Cubic surfaces failing the integral Hasse principle
Julian Lyczak, Vladimir Mitankin, H. Uppal
TL;DR
This work proves the integral Hasse principle can fail for affine diagonal cubic surfaces by computing the integral Brauer--Manin obstruction for $U$ and constructing two infinite families of counterexamples. It provides a complete description of the Brauer group $\\mathrm{Br}\,U$ in terms of $\\mathrm{Br}\,X$ and a potential $\\mathbb{Z}/2\\mathbb{Z}$-factor, with explicit generators in special subfamilies. The authors also develop a general framework for computing invariant maps via Hilbert symbols, and they quantify how often integral Hasse failures and integral strong approximation off $\\infty$ occur across natural counting problems, obtaining matching upper and lower bounds up to polylogarithmic factors.

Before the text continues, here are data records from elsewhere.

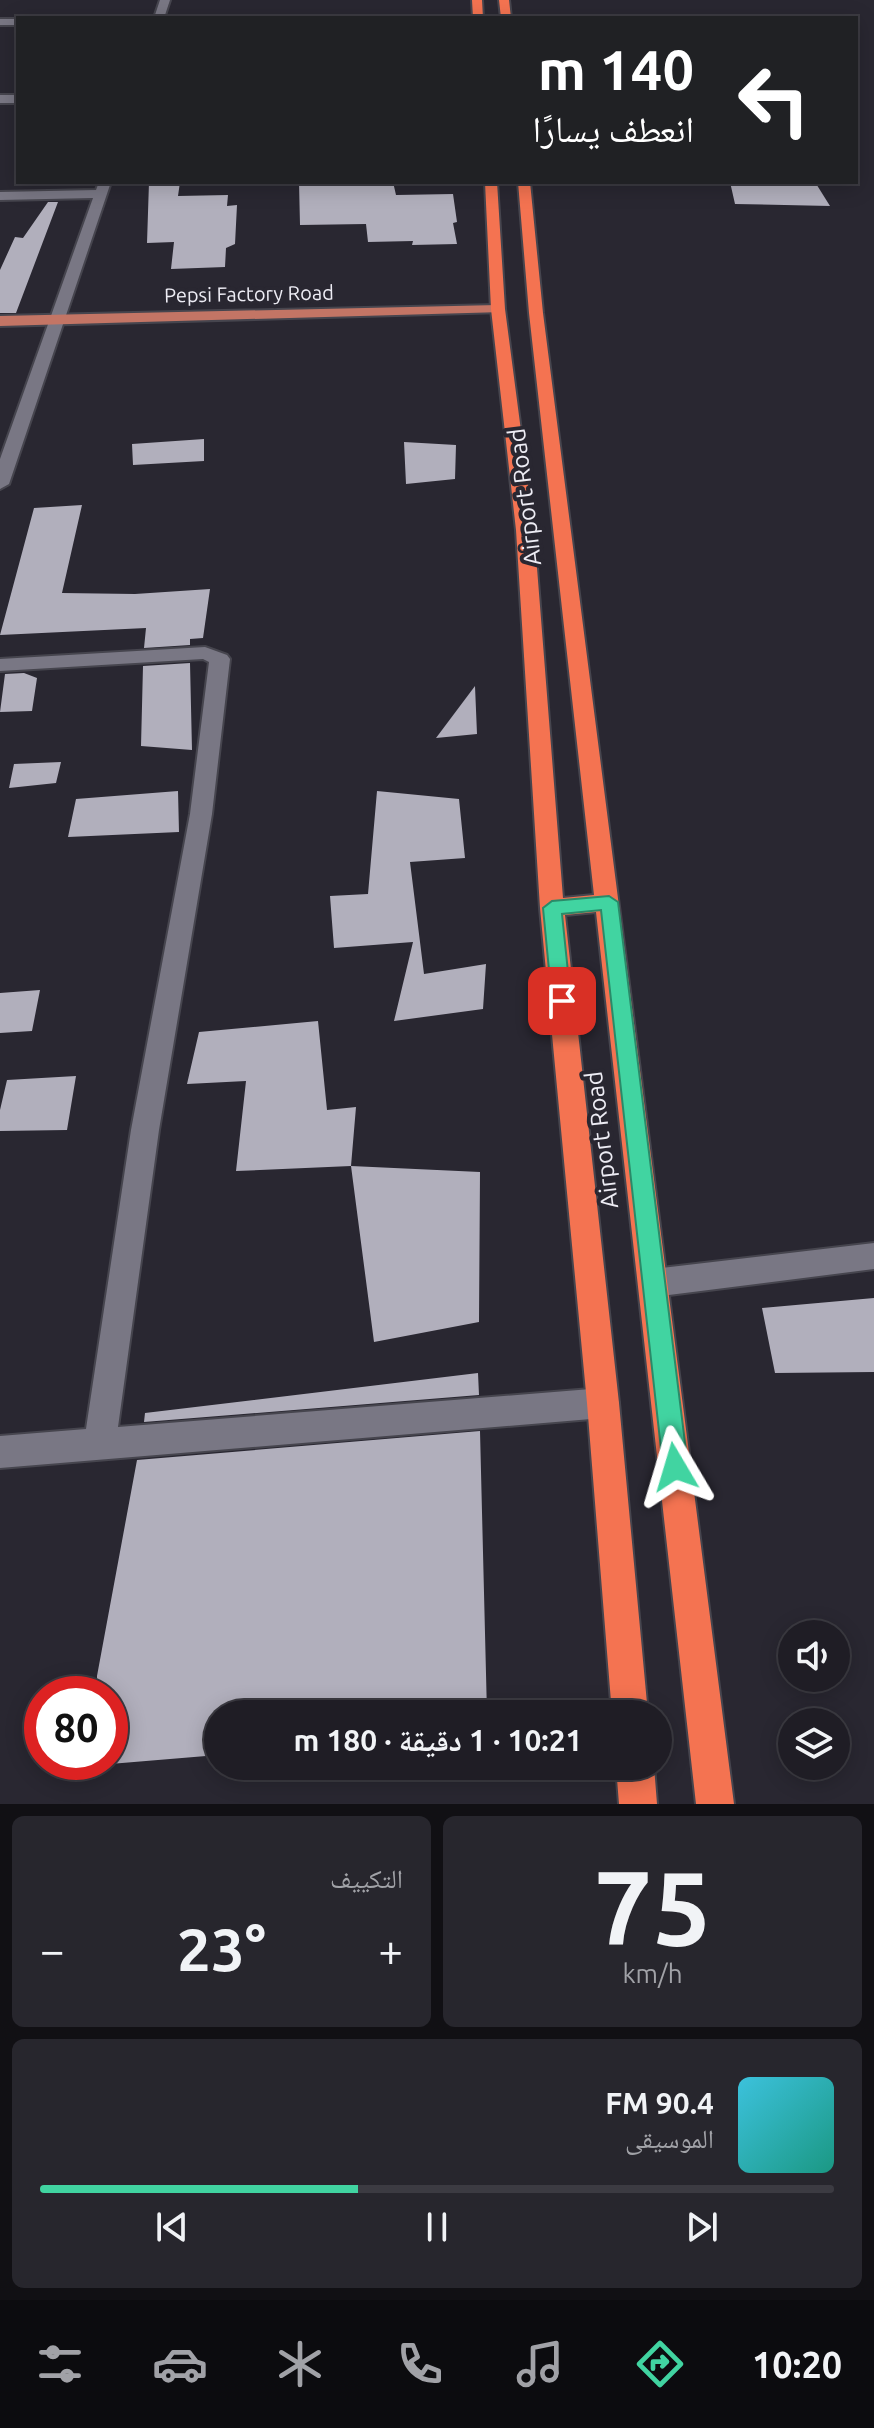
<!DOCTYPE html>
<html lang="ar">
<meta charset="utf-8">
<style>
body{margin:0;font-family:Ubuntu,"Noto Naskh Arabic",sans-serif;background:#27262d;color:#f1f3f6;direction:rtl;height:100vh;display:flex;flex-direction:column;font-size:30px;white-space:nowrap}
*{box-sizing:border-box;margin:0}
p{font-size:26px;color:#a1a2a7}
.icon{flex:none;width:44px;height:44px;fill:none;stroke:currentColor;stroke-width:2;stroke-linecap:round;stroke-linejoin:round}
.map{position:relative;height:1804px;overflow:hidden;direction:ltr}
.sheet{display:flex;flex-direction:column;gap:12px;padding:12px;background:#111014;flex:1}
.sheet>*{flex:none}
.top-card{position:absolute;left:16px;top:16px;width:842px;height:168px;border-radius:0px;box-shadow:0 4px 20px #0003,0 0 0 2px #3c3b42;direction:rtl;background:#202124;color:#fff;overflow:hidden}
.fabs{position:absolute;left:778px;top:1620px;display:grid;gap:16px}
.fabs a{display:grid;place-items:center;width:72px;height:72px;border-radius:50%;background:#1f1d25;box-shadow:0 4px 20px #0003,0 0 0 2px #3c3b42;font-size:40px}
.speed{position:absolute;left:24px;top:1676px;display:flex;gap:16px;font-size:40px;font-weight:700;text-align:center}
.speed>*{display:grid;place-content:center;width:104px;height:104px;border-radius:50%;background:#1f1d25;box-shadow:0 4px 20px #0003,0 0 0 2px #3c3b42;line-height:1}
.speed .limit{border:12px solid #d22;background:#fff;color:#111}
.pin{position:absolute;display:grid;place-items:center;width:68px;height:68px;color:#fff;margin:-34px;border-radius:16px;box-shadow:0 4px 12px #0006}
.me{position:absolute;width:88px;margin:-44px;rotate:353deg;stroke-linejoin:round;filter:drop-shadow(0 0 6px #0008)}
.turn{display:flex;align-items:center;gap:28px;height:168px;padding:0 32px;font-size:36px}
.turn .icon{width:104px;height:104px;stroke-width:2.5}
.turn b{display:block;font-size:56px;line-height:68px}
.big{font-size:60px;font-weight:700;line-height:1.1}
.sheet .widget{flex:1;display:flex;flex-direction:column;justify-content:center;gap:12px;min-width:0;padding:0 28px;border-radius:12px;background:#27262d}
.sheet .dial{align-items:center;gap:0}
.dial b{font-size:104px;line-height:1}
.song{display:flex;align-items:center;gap:24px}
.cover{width:96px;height:96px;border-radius:12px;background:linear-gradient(135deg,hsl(190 70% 55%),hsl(170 70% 35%))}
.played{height:8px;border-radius:4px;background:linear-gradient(90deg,#41d4a1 40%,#3c3b42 40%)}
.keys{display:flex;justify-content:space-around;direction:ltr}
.heat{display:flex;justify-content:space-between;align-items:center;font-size:44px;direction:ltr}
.sheet .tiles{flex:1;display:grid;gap:12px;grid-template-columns:1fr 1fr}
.widget:last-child{grid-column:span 2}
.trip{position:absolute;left:204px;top:1700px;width:468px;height:80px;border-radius:40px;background:#1f1d25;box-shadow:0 4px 20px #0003,0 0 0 2px #3c3b42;font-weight:700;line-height:80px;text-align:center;direction:rtl}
.tabs{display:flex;height:128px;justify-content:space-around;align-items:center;background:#0c0c0f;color:#a1a2a7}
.tabs .icon{width:56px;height:56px}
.tabs .active{color:#41d4a1}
.tabs b{font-size:36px;color:#f1f3f6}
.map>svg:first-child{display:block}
.building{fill:#b1afbc}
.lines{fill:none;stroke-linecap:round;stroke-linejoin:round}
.minor-casing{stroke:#46454e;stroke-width:4}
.major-casing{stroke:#46454e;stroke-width:4}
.highway-casing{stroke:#46454e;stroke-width:4}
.minor{fill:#797784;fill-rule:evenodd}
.major{fill:#c37565;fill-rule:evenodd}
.highway{fill:#f47351;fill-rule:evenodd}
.route{fill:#41d4a1;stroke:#2a8a69;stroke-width:2}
.labels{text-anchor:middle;stroke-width:8;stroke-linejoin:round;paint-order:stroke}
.far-street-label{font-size:20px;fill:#edecf4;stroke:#292731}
.street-label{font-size:24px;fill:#edecf4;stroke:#292731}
</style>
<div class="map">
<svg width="874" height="1804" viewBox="0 0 874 1804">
<rect width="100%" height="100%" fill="#292731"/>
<path class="building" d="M149 182H180L178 196 228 195 227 206 237 205 235 244 226 248 225 267 171 269 174 242 147 243Z
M299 182H393L396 195 453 194 457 222 453 223 457 244 412 245 413 241 368 242 366 224 300 225Z
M730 182H815L830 206 735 204Z
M48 202H58L16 313H0V270L15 237 23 238Z
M204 439V461L133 465 132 444Z
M404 442 456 445 455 479 406 484Z
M82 505 62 593 135 594 210 589 203 638 190 639V645L144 648 146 628 0 635 34 508Z
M190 663 192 750 141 746 143 666Z
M24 673 37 678 32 711 0 712 5 674Z
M475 686 477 734 436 738Z
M61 762 56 783 9 788 14 764Z
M178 791 179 832 68 837 76 799Z
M377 791 459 799 465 858 410 862 424 974 486 964 483 1009 394 1021 413 942 334 948 330 896 368 894Z
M40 990 32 1031 0 1033V993Z
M318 1021 327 1110 356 1107 351 1166 236 1171 246 1081 187 1084 199 1032Z
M76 1076 67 1130 0 1131V1110L7 1080Z
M351 1166 480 1172 479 1322 374 1342Z
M874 1298V1372L775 1373 762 1308Z
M478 1373 479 1395 144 1422 145 1413Z
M480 1431 487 1714H218V1755L110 1764V1694H97V1676L137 1460Z"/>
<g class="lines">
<g class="minor-casing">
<path id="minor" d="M160 0H170L164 18H154Z
M0 19H18V25H0Z
M0 95H18V103H0Z
M99 182H111L9 484 0 489V459L93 198 0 200V192L96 190Z
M205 647 227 655 230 659 212 814 159 1130 118 1427 603 1388 614 1392 619 1403 614 1414 603 1418 0 1468V1436L86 1429 131 1130 190 814 209 662 203 659 0 671V659Z
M874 1243V1269L653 1297 642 1293 638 1283 642 1273 653 1269Z"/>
</g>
<g class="major-casing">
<path id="major" d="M498 305 505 309 503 312 0 326V316Z"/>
</g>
<g class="highway-casing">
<path id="highway" d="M472 0H482L483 18H473Z
M499 0H509L511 18H501Z
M485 182H497L505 309 534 530 563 898 594 895 529 313 518 182H530L543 313 734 1804H696L596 912 565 915 619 1403 648 1714H612L587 1403 540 908 516 530 491 309Z
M616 1766H654L657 1804H619Z"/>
</g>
<use href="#minor" class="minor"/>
<use href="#major" class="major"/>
<use href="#highway" class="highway"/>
</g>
<path class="route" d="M609 896 618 902 688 1467 684 1475 675 1479 666 1475 663 1467 601 910 562 914 571 1001 569 1006H555L552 1001 543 908 552 901Z"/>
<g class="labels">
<g class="far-street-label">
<text transform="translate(249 294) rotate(-1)" y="7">Pepsi Factory Road</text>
</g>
<g class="street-label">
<text transform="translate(525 497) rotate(-97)" y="8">Airport Road</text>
<text transform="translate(602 1140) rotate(-97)" y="8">Airport Road</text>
</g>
</g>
</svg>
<div class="fabs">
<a><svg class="icon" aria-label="sound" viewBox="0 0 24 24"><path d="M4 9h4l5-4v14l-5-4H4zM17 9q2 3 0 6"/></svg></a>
<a><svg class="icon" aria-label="layers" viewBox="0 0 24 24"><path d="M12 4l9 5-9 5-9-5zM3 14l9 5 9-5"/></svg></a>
</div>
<div class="speed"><div class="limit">80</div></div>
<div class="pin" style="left:562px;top:1001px;background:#d93025"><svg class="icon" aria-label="arrive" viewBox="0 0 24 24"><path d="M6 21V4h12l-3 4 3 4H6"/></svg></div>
<svg class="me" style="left:675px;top:1467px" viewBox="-20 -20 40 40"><path d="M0-17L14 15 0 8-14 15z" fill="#41d4a1" stroke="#fff" stroke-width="4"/></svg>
<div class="trip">10:21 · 1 دقيقة · 180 m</div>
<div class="top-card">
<div class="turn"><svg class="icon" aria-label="left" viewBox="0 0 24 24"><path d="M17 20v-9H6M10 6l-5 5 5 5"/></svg><div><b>140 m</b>انعطف يسارًا</div></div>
</div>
</div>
<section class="sheet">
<div class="tiles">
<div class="widget dial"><b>75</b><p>km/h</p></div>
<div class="widget"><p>التكييف</p>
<div class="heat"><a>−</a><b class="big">23°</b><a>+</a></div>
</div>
<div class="widget">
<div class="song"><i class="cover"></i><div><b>90.4 FM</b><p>الموسيقى</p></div></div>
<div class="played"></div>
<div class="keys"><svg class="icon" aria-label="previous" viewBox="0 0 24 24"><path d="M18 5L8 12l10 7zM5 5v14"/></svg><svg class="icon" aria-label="pause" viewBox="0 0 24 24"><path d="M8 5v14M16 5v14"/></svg><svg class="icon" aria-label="next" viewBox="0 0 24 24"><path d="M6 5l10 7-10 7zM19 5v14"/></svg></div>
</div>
</div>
</section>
<nav class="tabs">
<b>10:20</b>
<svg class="icon active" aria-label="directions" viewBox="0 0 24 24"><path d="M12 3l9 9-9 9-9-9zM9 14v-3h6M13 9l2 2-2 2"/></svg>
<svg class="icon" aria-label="music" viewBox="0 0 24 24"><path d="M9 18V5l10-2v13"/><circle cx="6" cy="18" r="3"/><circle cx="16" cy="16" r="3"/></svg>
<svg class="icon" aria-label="phone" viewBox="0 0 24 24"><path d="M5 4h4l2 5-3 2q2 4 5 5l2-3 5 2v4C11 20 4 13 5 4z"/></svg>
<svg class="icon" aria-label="climate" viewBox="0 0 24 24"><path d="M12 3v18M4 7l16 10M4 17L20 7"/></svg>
<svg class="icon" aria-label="car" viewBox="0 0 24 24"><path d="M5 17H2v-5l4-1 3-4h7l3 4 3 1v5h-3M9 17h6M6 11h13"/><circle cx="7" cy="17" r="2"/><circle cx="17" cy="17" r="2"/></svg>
<svg class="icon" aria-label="filters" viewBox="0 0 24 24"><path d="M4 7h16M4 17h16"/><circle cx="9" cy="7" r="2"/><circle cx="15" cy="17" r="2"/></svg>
</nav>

Additionally, they present concrete examples where the obstruction occurs without requiring explicit Brauer representatives, highlighting the practical utility of the integral Brauer--Manin approach for log K3-type surfaces. Overall, the paper advances both the theoretical understanding of integral obstructions on diagonal affine cubic surfaces and the quantitative study of their distribution in families.
Abstract
We study the integral Brauer--Manin obstruction for affine diagonal cubic surfaces, which we employ to construct the first counterexamples to the integral Hasse principle in this setting. We then count in three natural ways how such counterexamples are distributed across the family of affine diagonal cubic surfaces and how often such surfaces satisfy integral strong approximation off $\infty$.